## Instructions to follow
Could you return each line of the material that has "than" in it?

## Records for the exercise
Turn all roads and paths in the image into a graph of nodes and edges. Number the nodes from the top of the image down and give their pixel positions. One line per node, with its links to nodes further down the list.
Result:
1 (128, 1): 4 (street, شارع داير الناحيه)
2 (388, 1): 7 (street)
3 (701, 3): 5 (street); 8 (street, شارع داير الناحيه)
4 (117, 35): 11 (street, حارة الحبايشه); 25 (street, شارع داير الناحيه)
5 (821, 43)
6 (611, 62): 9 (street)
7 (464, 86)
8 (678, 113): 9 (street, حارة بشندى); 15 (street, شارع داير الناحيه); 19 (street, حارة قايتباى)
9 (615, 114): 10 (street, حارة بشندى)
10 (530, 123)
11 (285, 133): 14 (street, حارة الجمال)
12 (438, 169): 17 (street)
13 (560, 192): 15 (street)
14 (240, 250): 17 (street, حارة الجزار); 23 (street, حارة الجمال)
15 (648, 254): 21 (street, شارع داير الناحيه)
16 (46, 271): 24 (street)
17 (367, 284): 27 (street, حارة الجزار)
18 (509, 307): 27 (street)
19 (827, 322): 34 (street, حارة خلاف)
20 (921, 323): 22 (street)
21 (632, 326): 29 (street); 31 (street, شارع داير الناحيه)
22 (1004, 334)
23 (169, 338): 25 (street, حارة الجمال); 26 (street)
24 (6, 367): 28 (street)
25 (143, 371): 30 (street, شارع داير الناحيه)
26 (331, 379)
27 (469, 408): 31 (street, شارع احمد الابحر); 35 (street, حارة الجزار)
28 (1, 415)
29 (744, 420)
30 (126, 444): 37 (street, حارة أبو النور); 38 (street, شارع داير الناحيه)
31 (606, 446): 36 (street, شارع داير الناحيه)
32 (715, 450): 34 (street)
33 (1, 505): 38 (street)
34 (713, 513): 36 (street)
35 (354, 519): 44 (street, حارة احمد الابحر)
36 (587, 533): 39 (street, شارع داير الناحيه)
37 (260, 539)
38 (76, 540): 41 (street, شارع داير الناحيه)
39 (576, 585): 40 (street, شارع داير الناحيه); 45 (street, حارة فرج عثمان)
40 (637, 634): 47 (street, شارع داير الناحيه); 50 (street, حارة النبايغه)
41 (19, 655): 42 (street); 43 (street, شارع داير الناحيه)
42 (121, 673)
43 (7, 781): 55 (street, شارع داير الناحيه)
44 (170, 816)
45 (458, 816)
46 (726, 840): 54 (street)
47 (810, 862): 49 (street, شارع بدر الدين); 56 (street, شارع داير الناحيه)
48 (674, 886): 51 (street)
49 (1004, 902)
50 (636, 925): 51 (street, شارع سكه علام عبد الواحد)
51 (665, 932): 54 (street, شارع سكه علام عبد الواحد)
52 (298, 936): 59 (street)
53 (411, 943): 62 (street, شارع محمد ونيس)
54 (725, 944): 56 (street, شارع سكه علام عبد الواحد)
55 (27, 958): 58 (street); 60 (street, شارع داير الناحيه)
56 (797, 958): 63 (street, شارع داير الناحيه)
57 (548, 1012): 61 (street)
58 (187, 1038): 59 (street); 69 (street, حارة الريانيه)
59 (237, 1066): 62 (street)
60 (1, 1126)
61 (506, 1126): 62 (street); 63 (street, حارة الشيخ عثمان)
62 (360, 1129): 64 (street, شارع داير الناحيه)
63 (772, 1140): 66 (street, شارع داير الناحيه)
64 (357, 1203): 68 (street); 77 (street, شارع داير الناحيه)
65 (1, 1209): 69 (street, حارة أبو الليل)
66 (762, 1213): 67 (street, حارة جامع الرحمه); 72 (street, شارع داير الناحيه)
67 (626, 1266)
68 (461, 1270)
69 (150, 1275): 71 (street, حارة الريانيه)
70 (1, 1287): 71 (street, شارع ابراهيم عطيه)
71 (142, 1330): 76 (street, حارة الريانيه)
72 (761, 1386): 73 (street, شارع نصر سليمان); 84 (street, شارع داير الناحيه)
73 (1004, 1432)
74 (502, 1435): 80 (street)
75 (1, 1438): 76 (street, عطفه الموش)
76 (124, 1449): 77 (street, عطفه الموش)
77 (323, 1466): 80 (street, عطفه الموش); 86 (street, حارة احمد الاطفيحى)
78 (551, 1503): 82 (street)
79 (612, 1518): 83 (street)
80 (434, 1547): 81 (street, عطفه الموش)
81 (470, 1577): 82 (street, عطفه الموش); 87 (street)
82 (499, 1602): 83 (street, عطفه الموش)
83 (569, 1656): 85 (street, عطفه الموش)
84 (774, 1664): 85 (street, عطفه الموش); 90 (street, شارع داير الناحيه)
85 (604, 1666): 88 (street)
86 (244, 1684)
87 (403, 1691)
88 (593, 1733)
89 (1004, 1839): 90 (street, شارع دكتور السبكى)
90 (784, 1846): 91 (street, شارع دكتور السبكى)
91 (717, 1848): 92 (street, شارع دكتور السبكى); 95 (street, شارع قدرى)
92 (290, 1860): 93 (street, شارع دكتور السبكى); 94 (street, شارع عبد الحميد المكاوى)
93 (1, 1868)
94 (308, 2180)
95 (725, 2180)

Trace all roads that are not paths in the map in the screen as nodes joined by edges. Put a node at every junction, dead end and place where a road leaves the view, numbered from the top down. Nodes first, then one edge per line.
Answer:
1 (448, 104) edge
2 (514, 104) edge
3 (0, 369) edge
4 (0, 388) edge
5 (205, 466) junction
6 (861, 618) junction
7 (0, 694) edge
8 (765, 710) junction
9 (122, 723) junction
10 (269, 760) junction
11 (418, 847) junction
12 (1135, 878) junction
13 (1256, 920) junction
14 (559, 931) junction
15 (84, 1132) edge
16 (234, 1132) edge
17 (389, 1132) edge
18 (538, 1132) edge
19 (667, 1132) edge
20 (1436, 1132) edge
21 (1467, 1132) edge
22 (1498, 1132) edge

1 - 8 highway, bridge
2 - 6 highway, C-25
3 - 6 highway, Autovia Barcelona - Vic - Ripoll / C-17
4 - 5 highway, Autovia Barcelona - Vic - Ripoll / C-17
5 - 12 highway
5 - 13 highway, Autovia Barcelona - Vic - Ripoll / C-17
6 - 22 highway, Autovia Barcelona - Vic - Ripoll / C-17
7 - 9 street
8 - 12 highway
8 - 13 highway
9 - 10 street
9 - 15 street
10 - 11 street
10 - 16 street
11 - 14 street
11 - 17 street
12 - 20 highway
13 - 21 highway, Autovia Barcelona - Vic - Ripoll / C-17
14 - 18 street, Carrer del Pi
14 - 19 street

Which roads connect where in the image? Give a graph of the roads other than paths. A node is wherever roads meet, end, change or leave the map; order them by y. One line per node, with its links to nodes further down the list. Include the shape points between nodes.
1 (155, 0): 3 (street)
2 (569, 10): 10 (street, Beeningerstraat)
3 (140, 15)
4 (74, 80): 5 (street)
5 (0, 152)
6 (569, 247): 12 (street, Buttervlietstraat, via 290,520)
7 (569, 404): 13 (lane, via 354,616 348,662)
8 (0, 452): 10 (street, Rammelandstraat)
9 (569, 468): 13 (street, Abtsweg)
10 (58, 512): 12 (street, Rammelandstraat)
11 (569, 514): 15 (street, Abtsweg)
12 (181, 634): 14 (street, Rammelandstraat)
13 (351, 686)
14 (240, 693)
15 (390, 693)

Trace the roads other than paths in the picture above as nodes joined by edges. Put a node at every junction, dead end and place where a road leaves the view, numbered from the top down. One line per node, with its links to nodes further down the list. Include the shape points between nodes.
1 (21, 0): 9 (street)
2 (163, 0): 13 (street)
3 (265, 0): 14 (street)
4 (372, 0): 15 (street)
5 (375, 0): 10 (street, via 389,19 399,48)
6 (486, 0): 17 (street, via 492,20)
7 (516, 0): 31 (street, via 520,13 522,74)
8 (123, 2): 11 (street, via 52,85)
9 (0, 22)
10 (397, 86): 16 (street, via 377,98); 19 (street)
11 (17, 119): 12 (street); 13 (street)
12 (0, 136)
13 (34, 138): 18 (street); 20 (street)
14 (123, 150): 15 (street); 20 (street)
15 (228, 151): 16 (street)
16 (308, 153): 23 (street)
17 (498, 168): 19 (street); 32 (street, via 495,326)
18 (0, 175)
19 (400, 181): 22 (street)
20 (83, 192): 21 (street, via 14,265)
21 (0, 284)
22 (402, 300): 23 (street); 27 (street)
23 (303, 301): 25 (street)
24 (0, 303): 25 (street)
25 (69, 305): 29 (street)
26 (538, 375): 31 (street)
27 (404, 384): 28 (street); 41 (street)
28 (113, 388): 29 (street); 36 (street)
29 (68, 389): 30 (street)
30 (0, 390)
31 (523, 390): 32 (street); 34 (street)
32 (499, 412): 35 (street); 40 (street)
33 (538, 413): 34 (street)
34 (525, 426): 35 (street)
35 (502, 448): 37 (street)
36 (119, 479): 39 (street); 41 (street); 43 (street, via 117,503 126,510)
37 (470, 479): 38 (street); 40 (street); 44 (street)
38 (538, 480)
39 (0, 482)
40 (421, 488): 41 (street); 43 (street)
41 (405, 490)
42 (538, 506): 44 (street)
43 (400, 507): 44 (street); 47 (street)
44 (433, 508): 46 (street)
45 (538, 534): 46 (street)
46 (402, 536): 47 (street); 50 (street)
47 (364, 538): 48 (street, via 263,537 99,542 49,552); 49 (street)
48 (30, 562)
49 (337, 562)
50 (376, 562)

## Answer
Which roads connect where in the image? Give a graph of the roads other than paths. A node is wherever roads meet, end, change or leave the map; order them by y. One line per node, with its links to nodes further down the list. Include the shape points between nodes.
Trace the roads other than paths in the picture above as nodes joined by edges. Put a node at every junction, dead end and place where a road leaves the view, numbered from the top down. One line per node, with its links to nodes further down the list. Include the shape points between nodes.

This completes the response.